Mapping health facilities
How many health facilities are there in a region? How far apart are they? When are they open? What services do they provide? Understanding the health capacity of a region is a vital asset for day to day operational work and in times of emergencies. Health facility registries are the building blocks of well-functioning health information systems supporting maternity care and health capacity planning, epidemic preparedness, immunization programs and disaster response.
However, maintaining registries of health facilities can be costly and difficult to coordinate. Different organizations and individuals will use lists that are not interoperable, and often times private sector and public sector health facilities are not mapped side by side. Siloed, duplicative, and often incomplete lists make it difficult to get a clear picture of the health capacity of an area. Without this clear picture, planning and response is made more difficult.
The Global Healthsites Mapping Project uses OpenStreetMap as the data store to achieve this interoperability.
By using OpenStreetmap as the data store multiple unstructured databases can be integrated, enhancing the reliability of the data through user validation, and encouraging collaboration between stakeholders. Citizens, academic institutions, businesses and organisations can help to establish this baseline health facility list and support the Ministry of Health in maintaining their facility registry.

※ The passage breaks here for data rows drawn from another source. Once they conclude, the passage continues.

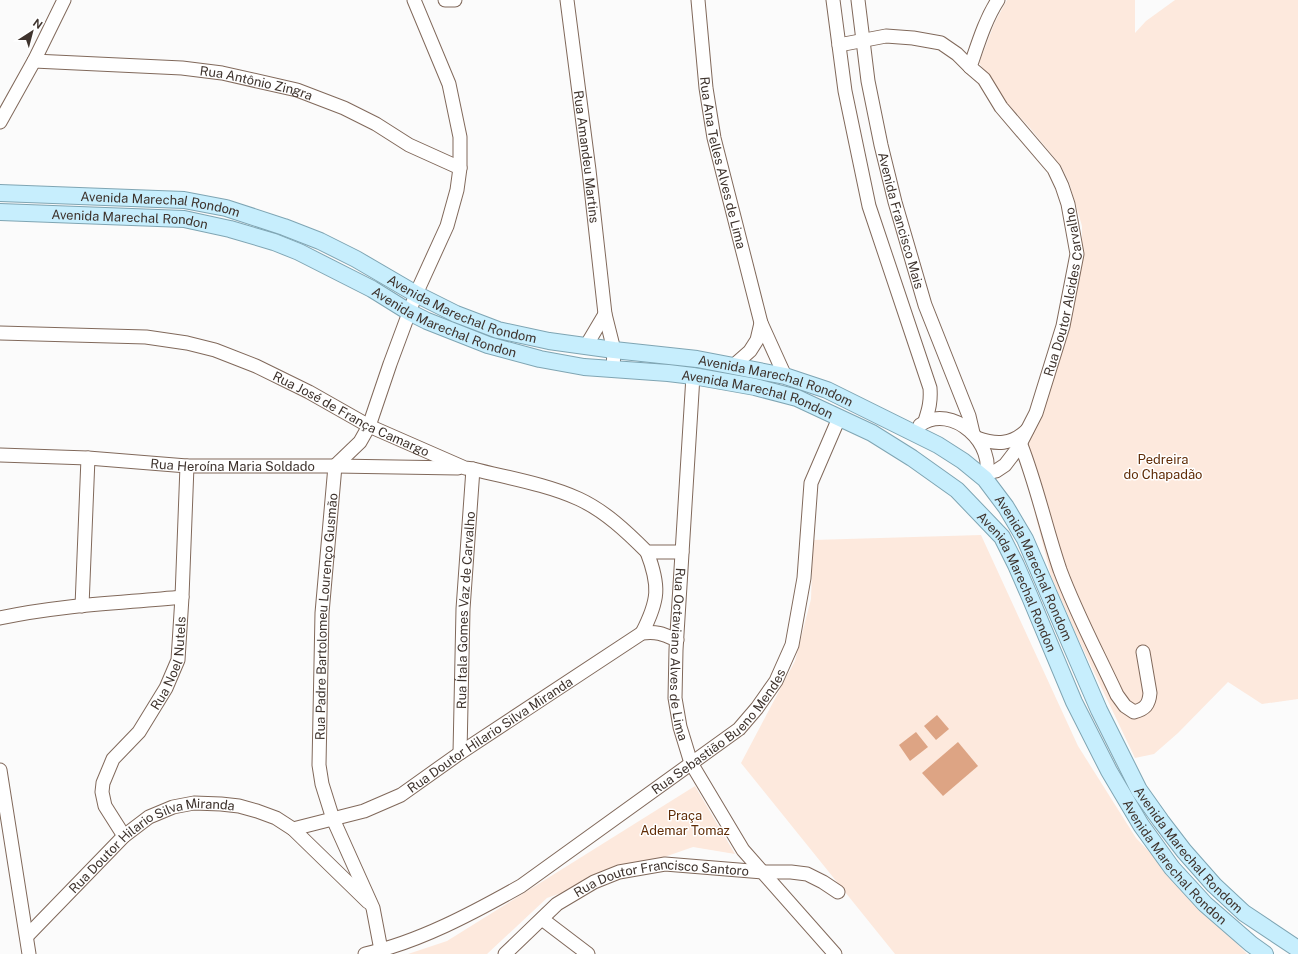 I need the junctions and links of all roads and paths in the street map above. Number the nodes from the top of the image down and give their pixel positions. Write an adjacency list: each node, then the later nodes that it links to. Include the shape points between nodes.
1 (64, 0): 12 (street)
2 (414, 0): 15 (street, via 449,84 460,137)
3 (445, 0): 4 (street)
4 (455, 0)
5 (567, 0): 20 (street, Rua Amandeu Martins)
6 (698, 0): 21 (street, Rua Ana Telles Alves de Lima, via 706,88 714,138)
7 (833, 0): 11 (street, Avenida Francisco Mais)
8 (858, 0): 10 (street, Avenida Francisco Mais)
9 (998, 0): 13 (street)
10 (864, 39): 11 (street, Rua Doutor Alcides Carvalho); 13 (street, Rua Doutor Alcides Carvalho, via 886,36 941,43); 33 (street, Avenida Francisco Mais, via 868,80 895,202 925,305)
11 (839, 45): 31 (street, Avenida Francisco Mais, via 845,91 869,206 930,388 930,408)
12 (34, 61): 14 (street); 15 (street, Rua Antônio Zingra, via 182,68 222,73 298,90 344,108 409,145)
13 (970, 67): 32 (street, Rua Doutor Alcides Carvalho, via 984,79 1001,107 1054,169 1068,204 1073,226 1077,254 1072,281 1062,326 1036,413)
14 (0, 122)
15 (460, 168): 18 (street, via 447,226)
16 (0, 193): 18 (main road, Avenida Marechal Rondom, via 184,200 226,208 320,241)
17 (0, 212): 19 (main road, Avenida Marechal Rondon, via 184,219 230,229 300,252 372,289)
18 (416, 294): 19 (street); 23 (main road, Avenida Marechal Rondom, via 456,314 498,330)
19 (409, 312): 26 (main road, Avenida Marechal Rondon, via 455,333 540,360); 30 (street)
20 (605, 314): 23 (street); 24 (street, Rua Amandeu Martins)
21 (761, 323): 25 (street, Rua Ana Telles Alves de Lima, via 757,340 750,351); 28 (street, Rua Ana Telles Alves de Lima)
22 (0, 333): 30 (street, Rua José de França Camargo, via 146,337 215,350 256,366 309,392)
23 (586, 346): 24 (main road, Avenida Marechal Rondom)
24 (614, 350): 25 (main road, Avenida Marechal Rondom, via 697,359); 26 (street, Rua Amandeu Martins)
25 (733, 366): 28 (main road, Avenida Marechal Rondom)
26 (613, 369): 27 (main road, Avenida Marechal Rondon)
27 (693, 376): 29 (main road, Avenida Marechal Rondon, via 755,387 797,398); 44 (street, Rua Octaviano Alves de Lima)
28 (784, 376): 31 (main road, Avenida Marechal Rondom)
29 (839, 418): 37 (main road, Avenida Marechal Rondon, via 872,433); 52 (street, Rua Sebastião Bueno Mendes, via 811,483 804,578 792,645 776,681 757,708 739,729)
30 (369, 426): 39 (street, via 360,442); 40 (street, Rua José de França Camargo)
31 (920, 427): 33 (street, Rua Doutor Alcides Carvalho, via 936,418 959,424); 37 (main road, via 911,445); 41 (main road, Avenida Marechal Rondom, via 951,453)
32 (1029, 427): 33 (street, Rua Doutor Alcides Carvalho, via 1011,441 999,443 986,441); 34 (street, Rua Doutor Alcides Carvalho)
33 (975, 435): 41 (street, Avenida Francisco Mais, via 987,459)
34 (1021, 445): 41 (street, Rua Doutor Alcides Carvalho, via 1005,465); 50 (street, via 1067,588 1117,695 1125,706 1134,712 1142,710 1150,700)
35 (0, 455): 36 (street, Rua Heroína Maria Soldado)
36 (88, 458): 38 (street, Rua Heroína Maria Soldado); 46 (street)
37 (912, 458): 42 (main road, Avenida Marechal Rondon)
38 (186, 466): 39 (street, Rua Heroína Maria Soldado); 45 (street, Rua Noel Nutels)
39 (335, 466): 40 (street, Rua Heroína Maria Soldado); 54 (street, Rua Padre Bartolomeu Lourenço Gusmão, via 322,613 319,765)
40 (469, 468): 43 (street, Rua José de França Camargo, via 551,489 580,500 607,516); 51 (street, Rua Ítala Gomes Vaz de Carvalho)
41 (986, 476): 42 (main road, via 976,487); 62 (main road, Avenida Marechal Rondom, via 1025,539 1099,710 1139,790 1184,851 1214,885 1244,913)
42 (958, 490): 69 (main road, Avenida Marechal Rondon, via 1002,537 1074,702 1109,771 1141,825 1172,868 1205,904)
43 (647, 552): 44 (street); 48 (street, via 657,588 651,616)
44 (682, 552): 49 (street, Rua Octaviano Alves de Lima)
45 (182, 597): 46 (street); 56 (street, Rua Noel Nutels, via 178,660 166,688 139,732 112,759 103,783 105,806)
46 (82, 606): 47 (street)
47 (0, 618)
48 (642, 633): 49 (street, via 653,631); 51 (street, Rua Doutor Hilario Silva Miranda)
49 (677, 640): 52 (street, Rua Octaviano Alves de Lima, via 675,698 680,728)
50 (1143, 652)
51 (460, 753): 54 (street, Rua Doutor Hilario Silva Miranda, via 401,795 364,811)
52 (691, 763): 57 (street, Rua Octaviano Alves de Lima, via 743,850); 63 (street, Rua Sebastião Bueno Mendes, via 521,886 448,925)
53 (0, 770): 61 (street)
54 (332, 820): 55 (street, Rua Doutor Hilario Silva Miranda); 59 (street, Rua Padre Bartolomeu Lourenço Gusmão)
55 (293, 829): 56 (street, Rua Doutor Hilario Silva Miranda, via 276,818 238,806 194,803 149,816); 59 (street, Rua Doutor Hilario Silva Miranda)
56 (124, 836): 61 (street, Rua Doutor Hilario Silva Miranda)
57 (763, 872): 58 (street, Rua Doutor Francisco Santoro, via 807,874); 60 (street, Rua Doutor Francisco Santoro, via 666,864 620,872 594,882 557,904); 68 (street, Rua Octaviano Alves de Lima)
58 (838, 892)
59 (374, 908): 63 (street, Rua Padre Bartolomeu Lourenço Gusmão)
60 (542, 919): 66 (street, Rua Doutor Francisco Santoro); 67 (street)
61 (27, 936): 64 (street)
62 (1298, 949)
63 (382, 950): 65 (street, Rua Sebastião Bueno Mendes)
64 (29, 954)
65 (365, 954)
66 (505, 954)
67 (588, 954)
68 (835, 954)
69 (1265, 954) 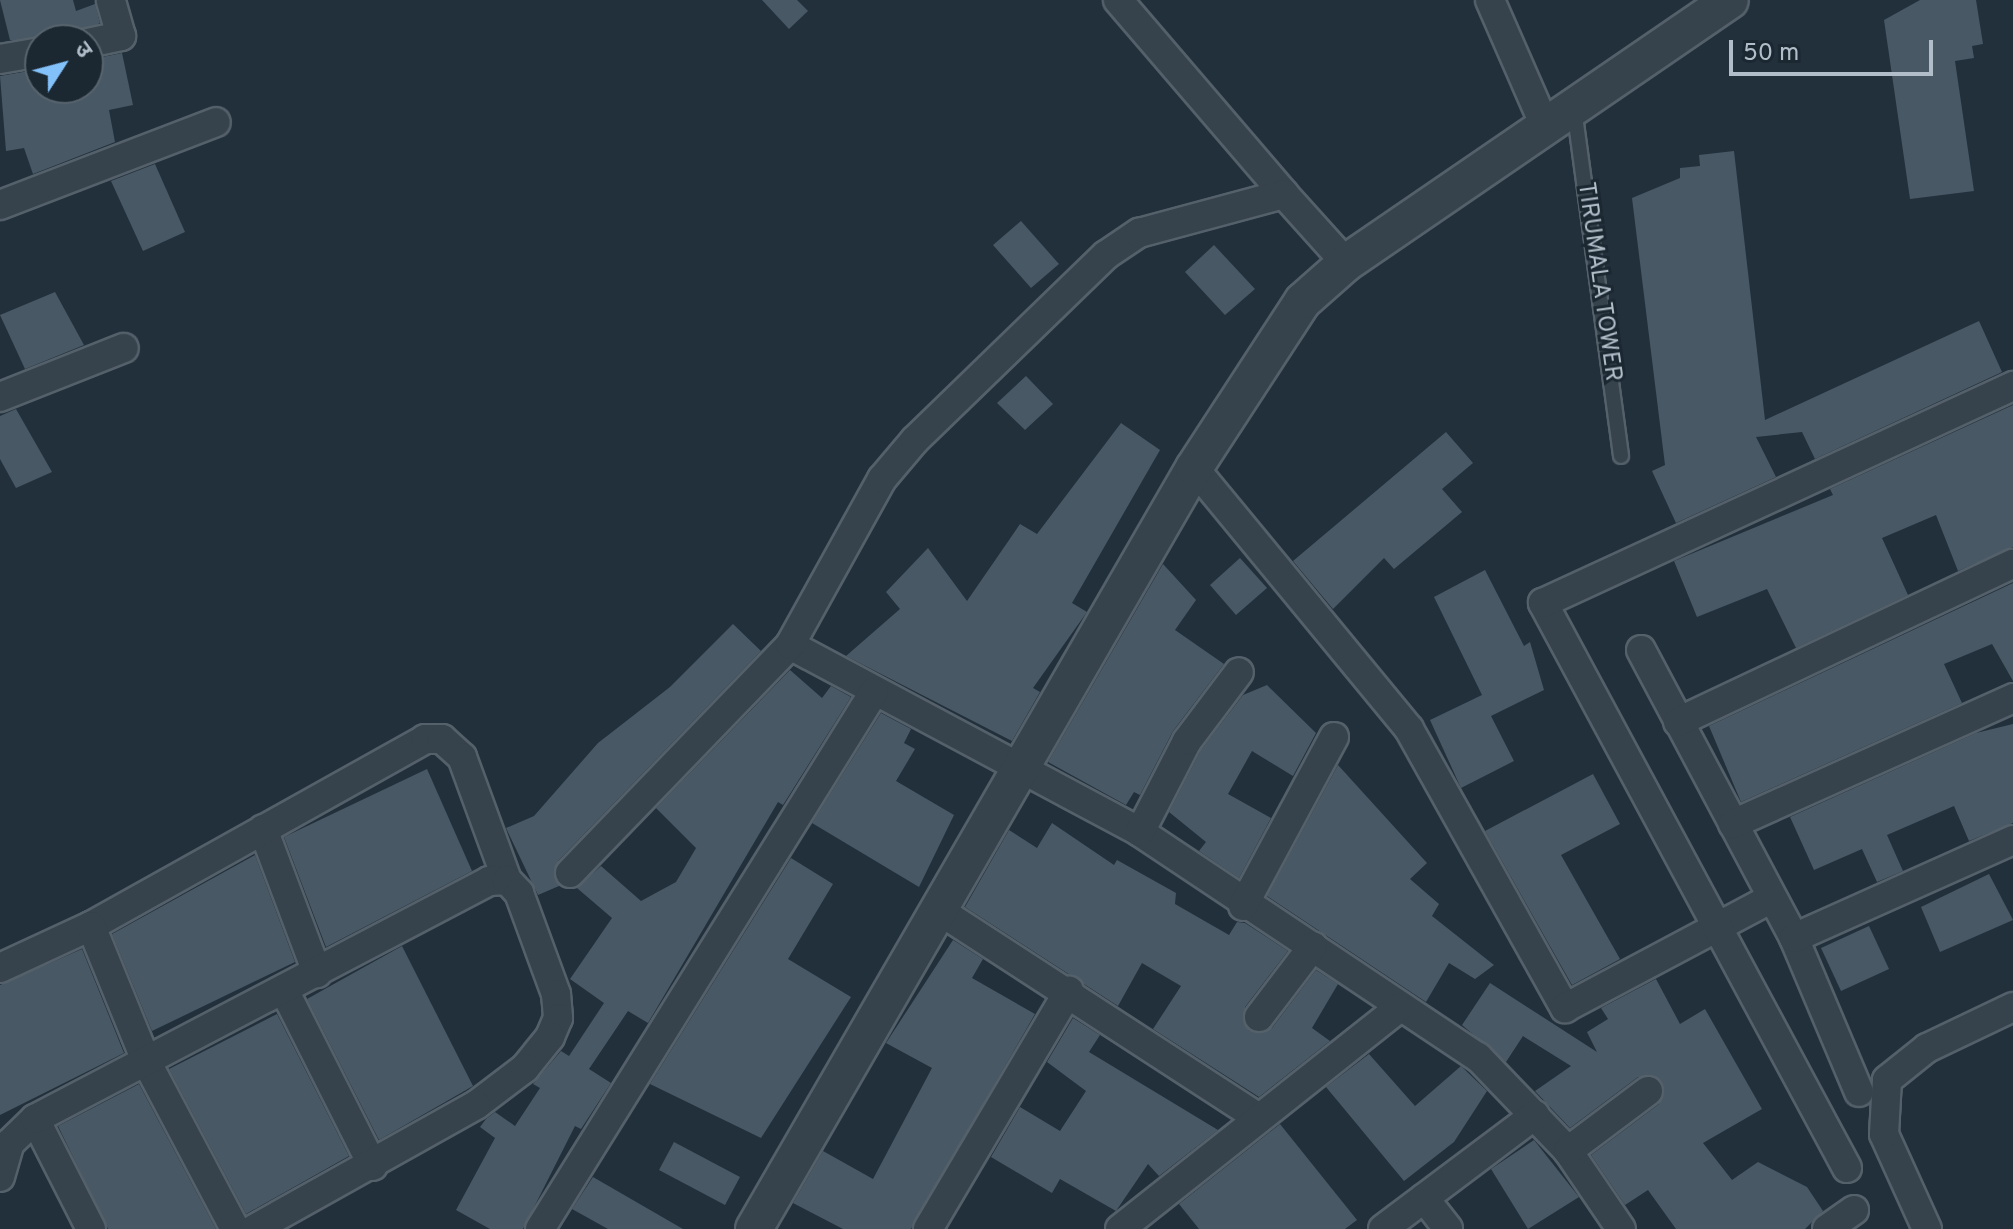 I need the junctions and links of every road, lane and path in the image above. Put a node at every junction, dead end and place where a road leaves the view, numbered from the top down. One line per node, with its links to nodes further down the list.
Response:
1 (111, 0): 5 (street)
2 (1118, 0): 10 (street)
3 (1490, 0): 8 (street)
4 (1730, 0): 8 (street)
5 (104, 40)
6 (24, 53): 7 (street)
7 (2, 55)
8 (1560, 118): 12 (street); 16 (lane, TIRUMALA TOWER)
9 (216, 122): 11 (street)
10 (1284, 194): 12 (street); 19 (street)
11 (0, 205)
12 (1346, 263): 17 (street)
13 (124, 348): 15 (street)
14 (2013, 386): 37 (street)
15 (0, 397)
16 (1621, 456)
17 (1194, 468): 26 (street); 37 (street)
18 (2013, 564): 24 (street)
19 (790, 645): 22 (street); 31 (street)
20 (1641, 650): 24 (street)
21 (1239, 672): 29 (street)
22 (874, 692): 26 (street); 63 (street)
23 (2013, 698): 27 (street)
24 (1678, 722): 27 (street)
25 (1334, 737): 34 (street)
26 (1021, 771): 29 (street); 35 (street)
27 (1733, 824): 33 (street)
28 (263, 829): 32 (street); 36 (street); 41 (street)
29 (1140, 832): 34 (street)
30 (2013, 840): 38 (street)
31 (570, 873)
32 (507, 880): 41 (street); 54 (street)
33 (1770, 899): 37 (street); 38 (street)
34 (1243, 906): 39 (street)
35 (940, 911): 43 (street); 59 (street)
36 (91, 926): 40 (street); 47 (street)
37 (1714, 930): 55 (street)
38 (1794, 938): 49 (street)
39 (1313, 946): 44 (street); 46 (street)
40 (0, 968)
41 (317, 973): 42 (street)
42 (284, 990): 47 (street); 54 (street)
43 (1069, 991): 51 (street); 64 (street)
44 (1399, 1008): 50 (street); 51 (street)
45 (2012, 1011): 70 (street)
46 (1259, 1017)
47 (146, 1061): 52 (street); 61 (street)
48 (1648, 1091): 53 (street)
49 (1859, 1092)
50 (1535, 1115): 53 (street); 57 (street)
51 (1256, 1116): 65 (street)
52 (35, 1119): 56 (street); 60 (street)
53 (1568, 1151): 68 (street)
54 (373, 1166): 62 (street)
55 (1847, 1168)
56 (0, 1177)
57 (1424, 1198): 66 (street); 67 (street)
58 (1854, 1210): 69 (street)
59 (758, 1228)
60 (91, 1229)
61 (235, 1229)
62 (254, 1229)
63 (540, 1229)
64 (928, 1229)
65 (1120, 1229)
66 (1383, 1229)
67 (1448, 1229)
68 (1621, 1229)
69 (1827, 1229)
70 (1927, 1229)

With a range of partners, Healthsites leans on the methods and infrastructure of OpenStreetMap to establish a baseline of health facility data that can be maintained. With this improved data, stakeholders have rapid access to a shared, baseline view of health facilities and their services. In addition to OpenStreetMap, the data is made available through shape file downloads and an open API.
Mapping the sector
The Digital Health Atlas (DHA) is using maps to promote better coordination in the digital health sector more broadly. This open-source web platform is designed by the World Health Organization to help governments, technologists, implementers and donors quickly grasp ongoing digital health work across the globe. Currently, the DHA contains active projects from over 90 countries, making it the most comprehensive single registry of digital health projects.
By cataloging projects geographically, the DHA allow implementers to understand the other software platforms present in a specific country or region of a country, and to easily connect with implementation leads. The DHA enables direct contact with Project Leads through the DHA site, creating space for users to access the information needed to improve the planning, coordination and use of digital health information systems for health.
Deployments of tools like Healthsites.io are tracked in the DHA, enabling the global community of practice to take this information into consideration when designing their digital health deployments. From the DHA, a user can easily find the tool’s codebase, project design, and understand how it integrates with health information system components like the national Master Facility List (MFL). The Healthsites team is using the DHA to identify potential countries that could benefit from a healthsites.io deployment, as well as share the success of ongoing deployments.
Globally, digital health leads can register their work within the WHO’s DHA, establishing a way for ministries of health, investors and digital health implementers to understand the work being done. There are further opportunities to ensure work is in the right health facilities by leveraging the Healthsites information.
We are entering a new era in digital health, where data that was often captured in reports and spreadsheets becomes more usable and shareable within the Healthsites and DHA map-based platforms. When stakeholders have easier access to data, they are better equipped to take action in an efficient and effective way.